Extracted entries
== Segment start ==

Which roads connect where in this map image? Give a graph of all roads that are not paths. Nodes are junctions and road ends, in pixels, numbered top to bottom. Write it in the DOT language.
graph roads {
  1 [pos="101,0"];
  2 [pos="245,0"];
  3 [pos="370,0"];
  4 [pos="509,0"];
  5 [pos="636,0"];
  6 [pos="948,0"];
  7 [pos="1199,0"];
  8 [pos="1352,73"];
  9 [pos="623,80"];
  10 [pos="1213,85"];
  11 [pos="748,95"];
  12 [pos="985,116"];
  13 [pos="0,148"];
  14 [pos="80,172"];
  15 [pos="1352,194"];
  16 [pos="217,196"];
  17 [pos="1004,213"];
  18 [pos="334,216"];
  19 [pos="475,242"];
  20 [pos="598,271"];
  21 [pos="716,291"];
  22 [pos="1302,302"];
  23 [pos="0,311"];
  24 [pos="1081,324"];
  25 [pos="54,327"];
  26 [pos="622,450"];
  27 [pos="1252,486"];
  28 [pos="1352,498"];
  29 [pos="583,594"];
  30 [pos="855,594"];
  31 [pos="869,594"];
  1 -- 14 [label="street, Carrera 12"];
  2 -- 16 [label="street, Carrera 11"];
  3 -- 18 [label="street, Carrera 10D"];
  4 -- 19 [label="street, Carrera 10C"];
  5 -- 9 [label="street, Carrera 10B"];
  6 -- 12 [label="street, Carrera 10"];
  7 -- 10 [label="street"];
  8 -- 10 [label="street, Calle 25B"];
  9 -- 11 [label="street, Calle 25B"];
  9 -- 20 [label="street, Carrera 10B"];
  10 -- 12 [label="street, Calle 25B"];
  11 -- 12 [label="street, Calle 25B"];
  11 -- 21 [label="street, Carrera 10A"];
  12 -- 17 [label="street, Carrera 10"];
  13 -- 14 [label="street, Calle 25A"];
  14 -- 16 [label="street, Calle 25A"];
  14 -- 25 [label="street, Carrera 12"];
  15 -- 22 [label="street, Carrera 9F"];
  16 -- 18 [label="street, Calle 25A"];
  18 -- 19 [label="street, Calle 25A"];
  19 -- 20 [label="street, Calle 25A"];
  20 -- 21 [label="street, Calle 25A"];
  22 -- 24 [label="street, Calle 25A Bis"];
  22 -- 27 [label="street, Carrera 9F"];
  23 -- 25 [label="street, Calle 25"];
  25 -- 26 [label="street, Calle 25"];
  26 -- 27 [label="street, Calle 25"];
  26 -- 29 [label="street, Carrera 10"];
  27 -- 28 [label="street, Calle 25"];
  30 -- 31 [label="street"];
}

== Segment end ==

Work request
Repeat everything in the listing above exactly.

Written response
Which roads connect where in this map image? Give a graph of all roads that are not paths. Nodes are junctions and road ends, in pixels, numbered top to bottom. Write it in the DOT language.
graph roads {
  1 [pos="101,0"];
  2 [pos="245,0"];
  3 [pos="370,0"];
  4 [pos="509,0"];
  5 [pos="636,0"];
  6 [pos="948,0"];
  7 [pos="1199,0"];
  8 [pos="1352,73"];
  9 [pos="623,80"];
  10 [pos="1213,85"];
  11 [pos="748,95"];
  12 [pos="985,116"];
  13 [pos="0,148"];
  14 [pos="80,172"];
  15 [pos="1352,194"];
  16 [pos="217,196"];
  17 [pos="1004,213"];
  18 [pos="334,216"];
  19 [pos="475,242"];
  20 [pos="598,271"];
  21 [pos="716,291"];
  22 [pos="1302,302"];
  23 [pos="0,311"];
  24 [pos="1081,324"];
  25 [pos="54,327"];
  26 [pos="622,450"];
  27 [pos="1252,486"];
  28 [pos="1352,498"];
  29 [pos="583,594"];
  30 [pos="855,594"];
  31 [pos="869,594"];
  1 -- 14 [label="street, Carrera 12"];
  2 -- 16 [label="street, Carrera 11"];
  3 -- 18 [label="street, Carrera 10D"];
  4 -- 19 [label="street, Carrera 10C"];
  5 -- 9 [label="street, Carrera 10B"];
  6 -- 12 [label="street, Carrera 10"];
  7 -- 10 [label="street"];
  8 -- 10 [label="street, Calle 25B"];
  9 -- 11 [label="street, Calle 25B"];
  9 -- 20 [label="street, Carrera 10B"];
  10 -- 12 [label="street, Calle 25B"];
  11 -- 12 [label="street, Calle 25B"];
  11 -- 21 [label="street, Carrera 10A"];
  12 -- 17 [label="street, Carrera 10"];
  13 -- 14 [label="street, Calle 25A"];
  14 -- 16 [label="street, Calle 25A"];
  14 -- 25 [label="street, Carrera 12"];
  15 -- 22 [label="street, Carrera 9F"];
  16 -- 18 [label="street, Calle 25A"];
  18 -- 19 [label="street, Calle 25A"];
  19 -- 20 [label="street, Calle 25A"];
  20 -- 21 [label="street, Calle 25A"];
  22 -- 24 [label="street, Calle 25A Bis"];
  22 -- 27 [label="street, Carrera 9F"];
  23 -- 25 [label="street, Calle 25"];
  25 -- 26 [label="street, Calle 25"];
  26 -- 27 [label="street, Calle 25"];
  26 -- 29 [label="street, Carrera 10"];
  27 -- 28 [label="street, Calle 25"];
  30 -- 31 [label="street"];
}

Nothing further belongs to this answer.